INFORMATION:
§ §

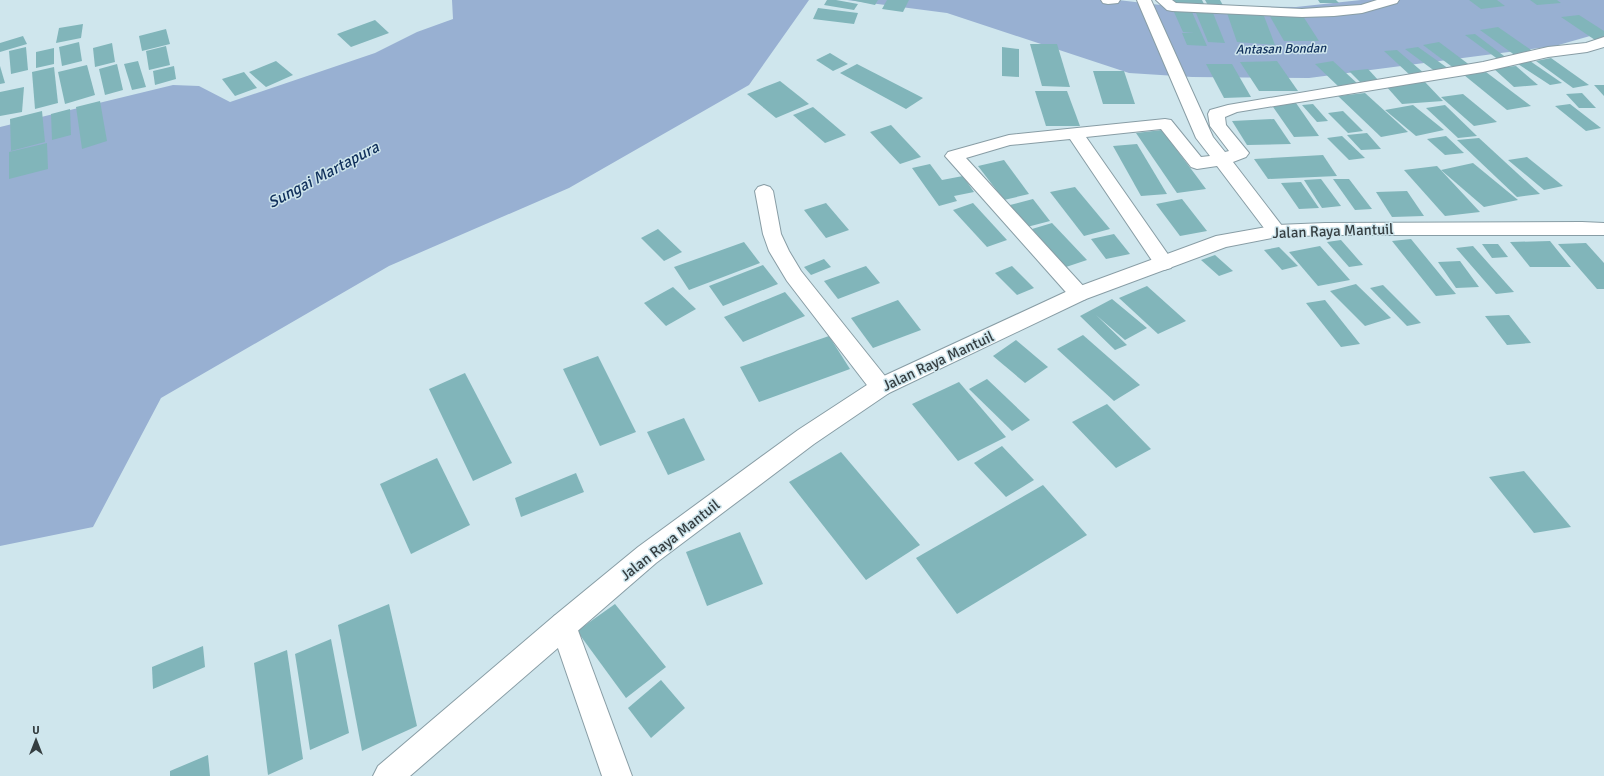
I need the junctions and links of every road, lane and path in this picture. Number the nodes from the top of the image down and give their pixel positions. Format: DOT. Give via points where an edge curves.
graph roads {
  1 [pos="1108,0"];
  2 [pos="1114,0"];
  3 [pos="1144,0"];
  4 [pos="1163,0"];
  5 [pos="1392,0"];
  6 [pos="1604,42"];
  7 [pos="1075,133"];
  8 [pos="1222,160"];
  9 [pos="764,191"];
  10 [pos="1604,229"];
  11 [pos="1278,231"];
  12 [pos="1164,263"];
  13 [pos="1079,294"];
  14 [pos="881,387"];
  15 [pos="563,625"];
  16 [pos="388,776"];
  17 [pos="617,776"];
  1 -- 2 [label="street"];
  3 -- 8 [label="street" via="1204,138"];
  4 -- 5 [label="street" via="1172,7 1302,13 1362,9"];
  6 -- 8 [label="street" via="1483,67 1234,108 1216,114 1218,126 1240,153"];
  7 -- 8 [label="street" via="1165,124 1197,163"];
  7 -- 12 [label="street"];
  7 -- 13 [label="street" via="1009,140 954,156"];
  8 -- 11 [label="street"];
  9 -- 14 [label="street" via="772,234 779,251 794,276"];
  10 -- 11 [label="street, Jalan Raya Mantuil"];
  11 -- 12 [label="street, Jalan Raya Mantuil" via="1224,241"];
  12 -- 13 [label="street, Jalan Raya Mantuil"];
  13 -- 14 [label="street, Jalan Raya Mantuil"];
  14 -- 15 [label="street, Jalan Raya Mantuil" via="806,437 666,541"];
  15 -- 16 [label="street, Jalan Raya Mantuil"];
  15 -- 17 [label="street"];
}
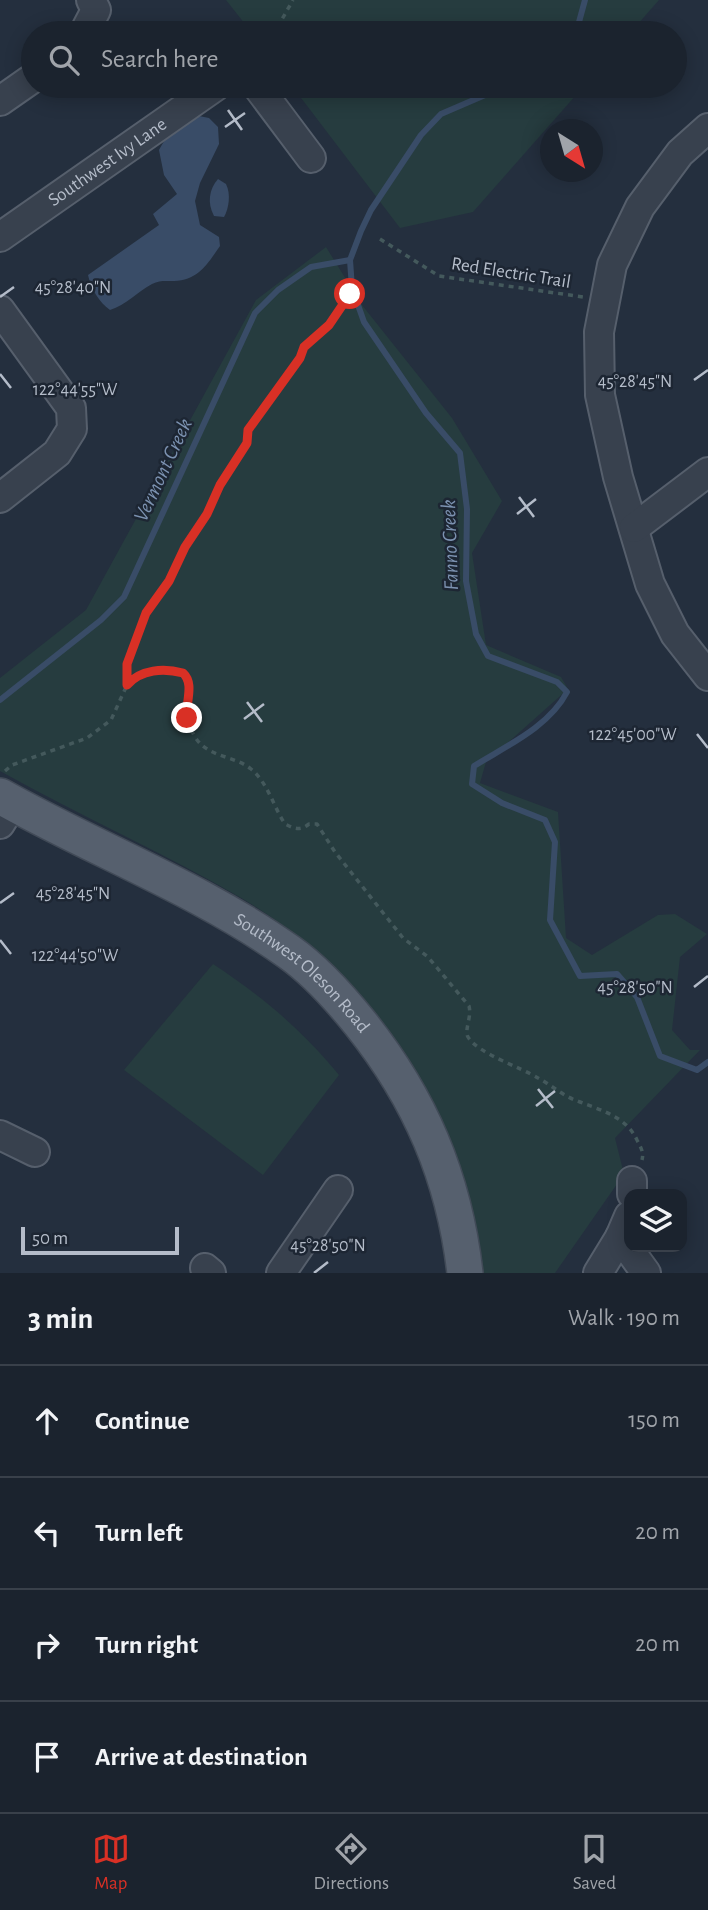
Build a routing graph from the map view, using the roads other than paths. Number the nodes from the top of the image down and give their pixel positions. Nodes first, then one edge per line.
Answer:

§ §

ACTIVITY:
Repeat the material exactly. Skip the images.

RESPONSE TO THIS EXERCISE:
I need the junctions and links of every road, lane and path in this picture. Number the nodes from the top of the image down and give their pixel positions. Format: DOT. Give via points where an edge curves.
graph roads {
  1 [pos="1108,0"];
  2 [pos="1114,0"];
  3 [pos="1144,0"];
  4 [pos="1163,0"];
  5 [pos="1392,0"];
  6 [pos="1604,42"];
  7 [pos="1075,133"];
  8 [pos="1222,160"];
  9 [pos="764,191"];
  10 [pos="1604,229"];
  11 [pos="1278,231"];
  12 [pos="1164,263"];
  13 [pos="1079,294"];
  14 [pos="881,387"];
  15 [pos="563,625"];
  16 [pos="388,776"];
  17 [pos="617,776"];
  1 -- 2 [label="street"];
  3 -- 8 [label="street" via="1204,138"];
  4 -- 5 [label="street" via="1172,7 1302,13 1362,9"];
  6 -- 8 [label="street" via="1483,67 1234,108 1216,114 1218,126 1240,153"];
  7 -- 8 [label="street" via="1165,124 1197,163"];
  7 -- 12 [label="street"];
  7 -- 13 [label="street" via="1009,140 954,156"];
  8 -- 11 [label="street"];
  9 -- 14 [label="street" via="772,234 779,251 794,276"];
  10 -- 11 [label="street, Jalan Raya Mantuil"];
  11 -- 12 [label="street, Jalan Raya Mantuil" via="1224,241"];
  12 -- 13 [label="street, Jalan Raya Mantuil"];
  13 -- 14 [label="street, Jalan Raya Mantuil"];
  14 -- 15 [label="street, Jalan Raya Mantuil" via="806,437 666,541"];
  15 -- 16 [label="street, Jalan Raya Mantuil"];
  15 -- 17 [label="street"];
}
Build a routing graph from the map view, using the roads other than paths. Number the nodes from the top of the image down and give their pixel positions. Nodes first, then one edge per line.
Answer:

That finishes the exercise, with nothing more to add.